More than half (56 percent) of the financial leaders who responded feel board expectations are “unrealistic”, with 53 percent admitting that reduced resources “increase the risk” of serious mistakes.

 

Tim Vine, head of trade credit for UK & Ireland at Dun & Bradstreet, said: “Suddenly, teams who have reduced in size now have to manage a complex dual role – business gatekeeper and revenue creator.

 

“Despite the challenges CFOs clearly face, these two roles are not opposites. Protection and growth can go hand-in-hand, but only when they are underpinned and supported by the resource, tools and data to allow for smarter decisions that will grow the business.”

 

Two of the key business protection issues CFOs face are the implementation of IFRS9 and GDPR.

 

Vine explained that the role of the financial decision maker has transformed over the last few years and that while many (74 percent) financial leaders feel this has been a positive shift overall, it’s still a “major challenge”.

 

Nearly all (97 percent) of the CFOs and directors said their role has changed during the past three years.

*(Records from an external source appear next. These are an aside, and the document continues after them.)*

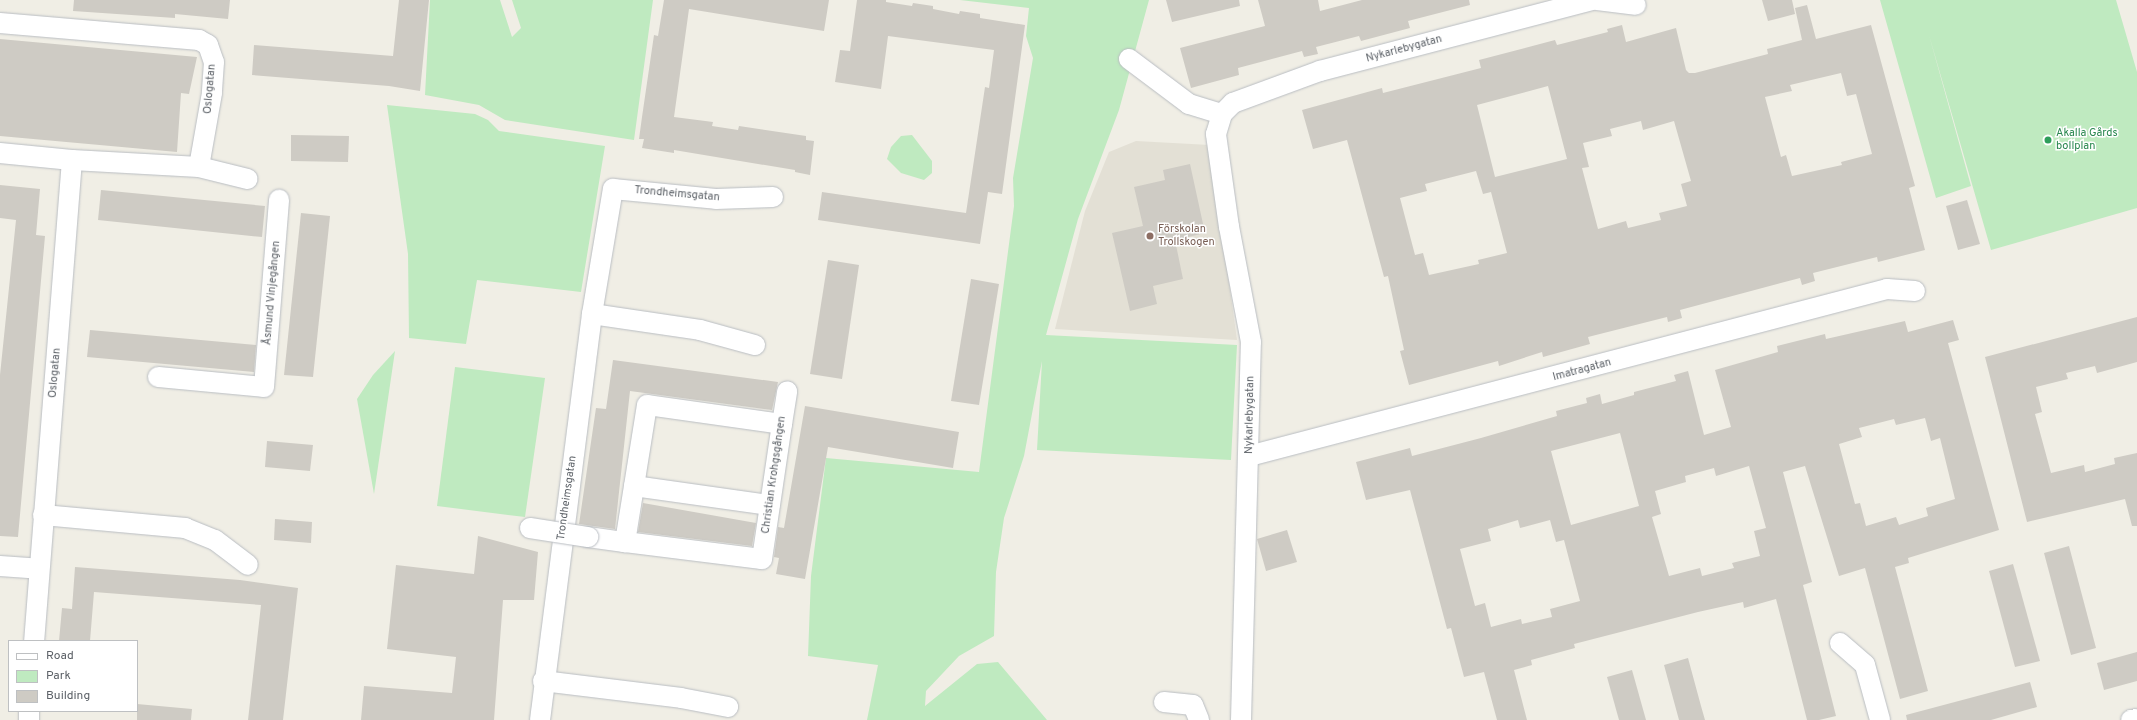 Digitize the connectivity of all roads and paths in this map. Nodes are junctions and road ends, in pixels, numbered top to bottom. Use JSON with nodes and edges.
{"nodes":[{"id":1,"x":1593,"y":0,"type":"edge"},
{"id":2,"x":1597,"y":0,"type":"edge"},
{"id":3,"x":1636,"y":5,"type":"dead end"},
{"id":4,"x":0,"y":23,"type":"edge"},
{"id":5,"x":1128,"y":59,"type":"dead end"},
{"id":6,"x":1222,"y":114,"type":"junction"},
{"id":7,"x":0,"y":153,"type":"edge"},
{"id":8,"x":72,"y":160,"type":"junction"},
{"id":9,"x":200,"y":167,"type":"junction"},
{"id":10,"x":248,"y":179,"type":"dead end"},
{"id":11,"x":773,"y":196,"type":"dead end"},
{"id":12,"x":280,"y":200,"type":"dead end"},
{"id":13,"x":1915,"y":291,"type":"dead end"},
{"id":14,"x":592,"y":314,"type":"junction"},
{"id":15,"x":755,"y":345,"type":"dead end"},
{"id":16,"x":158,"y":377,"type":"dead end"},
{"id":17,"x":787,"y":391,"type":"dead end"},
{"id":18,"x":782,"y":424,"type":"junction"},
{"id":19,"x":1249,"y":456,"type":"junction"},
{"id":20,"x":634,"y":486,"type":"junction"},
{"id":21,"x":770,"y":505,"type":"junction"},
{"id":22,"x":44,"y":515,"type":"junction"},
{"id":23,"x":530,"y":528,"type":"dead end"},
{"id":24,"x":625,"y":542,"type":"junction"},
{"id":25,"x":248,"y":565,"type":"dead end"},
{"id":26,"x":0,"y":566,"type":"edge"},
{"id":27,"x":39,"y":570,"type":"junction"},
{"id":28,"x":34,"y":640,"type":"edge"},
{"id":29,"x":1840,"y":643,"type":"dead end"},
{"id":30,"x":543,"y":681,"type":"junction"},
{"id":31,"x":1164,"y":702,"type":"dead end"},
{"id":32,"x":728,"y":707,"type":"dead end"},
{"id":33,"x":2137,"y":719,"type":"edge"},
{"id":34,"x":540,"y":720,"type":"edge"},
{"id":35,"x":1199,"y":720,"type":"edge"},
{"id":36,"x":1242,"y":720,"type":"edge"},
{"id":37,"x":1880,"y":720,"type":"edge"},
{"id":38,"x":2131,"y":720,"type":"edge"}],
"edges":[{"from":1,"to":6,"type":"street","name":"Nykarlebygatan"},
{"from":2,"to":3,"type":"street"},
{"from":4,"to":9,"type":"street","name":"Oslogatan"},
{"from":5,"to":6,"type":"street"},
{"from":6,"to":19,"type":"street","name":"Nykarlebygatan"},
{"from":7,"to":8,"type":"street"},
{"from":8,"to":9,"type":"street"},
{"from":8,"to":22,"type":"street","name":"Oslogatan"},
{"from":9,"to":10,"type":"street"},
{"from":11,"to":14,"type":"street","name":"Trondheimsgatan"},
{"from":12,"to":16,"type":"street","name":"Åsmund Vinjegången"},
{"from":13,"to":19,"type":"street","name":"Imatragatan"},
{"from":14,"to":15,"type":"street"},
{"from":14,"to":30,"type":"street","name":"Trondheimsgatan"},
{"from":17,"to":18,"type":"street","name":"Christian Krohgsgången"},
{"from":18,"to":20,"type":"street"},
{"from":18,"to":21,"type":"street","name":"Christian Krohgsgången"},
{"from":19,"to":36,"type":"street","name":"Nykarlebygatan"},
{"from":20,"to":21,"type":"street"},
{"from":20,"to":24,"type":"street"},
{"from":21,"to":24,"type":"street","name":"Christian Krohgsgången"},
{"from":22,"to":25,"type":"street"},
{"from":22,"to":27,"type":"street","name":"Oslogatan"},
{"from":23,"to":24,"type":"street","bridge":true},
{"from":26,"to":27,"type":"street"},
{"from":27,"to":28,"type":"street","name":"Oslogatan"},
{"from":29,"to":37,"type":"street"},
{"from":30,"to":32,"type":"street"},
{"from":30,"to":34,"type":"street","name":"Trondheimsgatan"},
{"from":31,"to":35,"type":"street"},
{"from":33,"to":38,"type":"street"}]}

The responses also showed that:

 

- Almost two-thirds (59 percent) suggest their organisation sometimes rushes through the compliance process to support revenue-generating activity;

 

- More than half (55 percent) of CFOs and directors feel uncomfortable with the extent to which their business sometimes “gambles” on risk management;

 

- Financial leaders know how vital data is to making smart decisions, but are being held back by lack of skills (23 percent), lack of investment in tech (21 percent) and inaccurate data (20 percent).